Don't just focus on the big stuff. A lot of meaningful work lives in the middle: the cross-functional problem you helped untangle, the process you quietly improved, the colleague you mentored through something hard. And often, some of the bigger wins could stem from some of these small moments
As you go, jot things down in whatever format you'll actually use — a running doc, a notes app, a spreadsheet.
Pro tip: you can actually use AI to do a lot of the work, especially if you have it connected to your Slack and email so that it actually has line of sight into a lot of what you've done over the last six months (and then you can build an automation to capture and document these wins weekly like I shared here)!
Focus on impact over activity
Most companies don't care about all the things you did or the meetings that you attended. They care about the impact that you had on the business. if you're missing your goals, your inputs become a lot more important. But if you're actually able to achieve strong results with fewer inputs, most employers are going to see that as a success and as readiness to take on more, which is one of the key things you need to show them in order to earn a promotion
The difference between activity and impact is usually answering the question of "so what?"
"I led the Q1 onboarding redesign" is activity.
"I led the Q1 onboarding redesign, which cut ramp time for new hires by three weeks, allowing us to deploy 17% more quota and leading us to hit our revenue targets for Q2.” shows impact.
For each thing on your list, push yourself to answer the "so what." Who benefited? What would have happened if you hadn't done it? Is there a number attached (revenue, time saved, error rate reduction, team retention increases)? You don't need metrics for everything, but the places where you have them will help bring your impact to life.
Nothing in the review should be a surprise
I keep this in mind as a manager - I never give feedback for the first time in a performance review. And the same should be true for you.
One of the biggest mistakes people make is treating the review itself as the moment to make their case. But by then, your manager has already formed an opinion and written your review.
So ideally, you should be keeping your manager looped in on an ongoing basis before the formal process starts. And if you haven’t started this already, you can start it now!
This can look like a simple comment in your 1:1s like, "I wanted to flag something I'm proud of from this week: the client escalation I handled, because I think it's a good example of how I've been growing into the senior scope we talked about in January."
Your manager isn’t in the details so this is how you help them see how you’re evolving and acting on feedback, and how you give your manager the examples they need to advocate for you.
Have a direct conversation around your path forward!
If you're hoping for a promotion out of this cycle, and you haven't had an explicit conversation about it yet, have it AHEAD of your review.
Ask your manager: "I'd love to be considered for promotion in this cycle. Can we talk about what that would take and whether you think I'm on track?"
That conversation does three things:
It tells you if it's even possible this cycle.
It gives your manager time to advocate upward on your behalf (which usually needs to happen well before the formal review).
And it gives you time to address gaps if there are any.
If you wait until the review, it’s likely too late for this cycle and depending on your company policies, you may be waiting another 6 months.

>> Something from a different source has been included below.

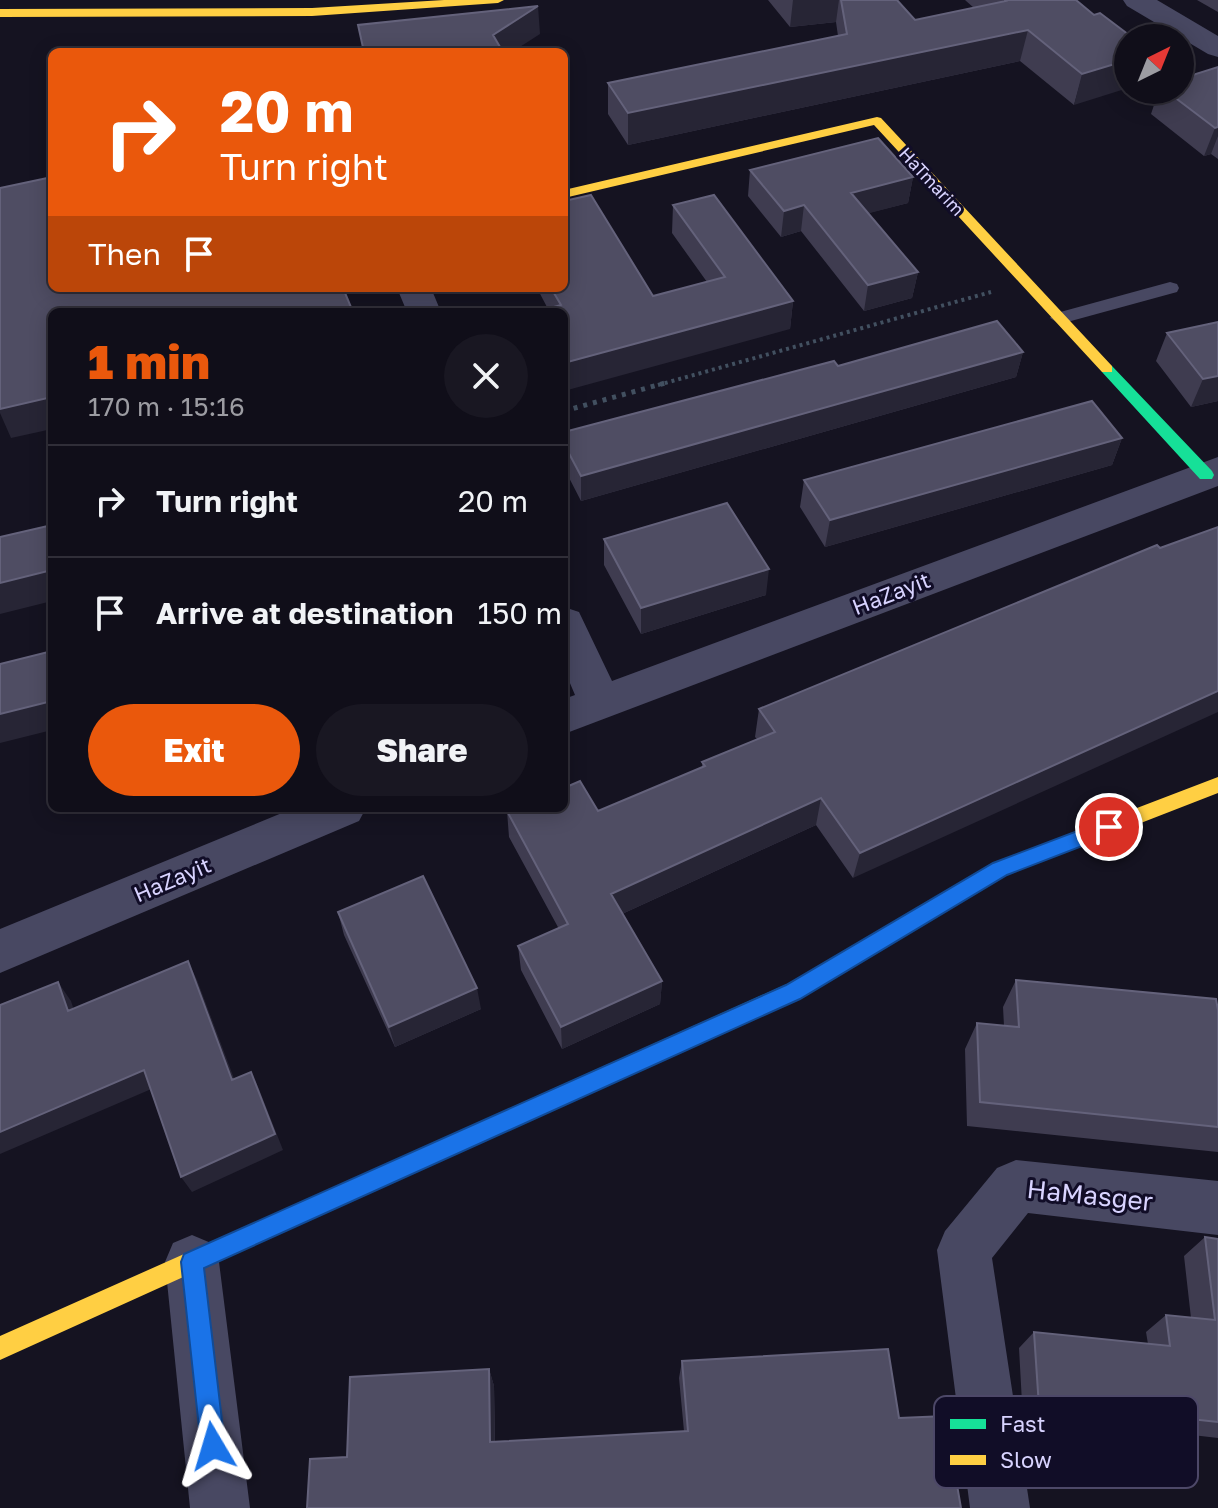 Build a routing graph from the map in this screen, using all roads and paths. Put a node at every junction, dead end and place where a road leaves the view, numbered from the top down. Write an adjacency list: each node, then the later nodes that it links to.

Having the conversation now will give you a chance to be considered OR give you more time so that when the next promotion cycle roles around, you’ll be ready.
And a note for the managers…
I know a lot of my readers are in management roles themselves, so I hope this post is a reminder that your team may not know how to navigate performance reviews or promotion processes. Consider sharing some of these suggestions or bringing up a reflection space in an upcoming performance review. That way, they’ll feel set up for success (and it’ll make things much easier for you as well!)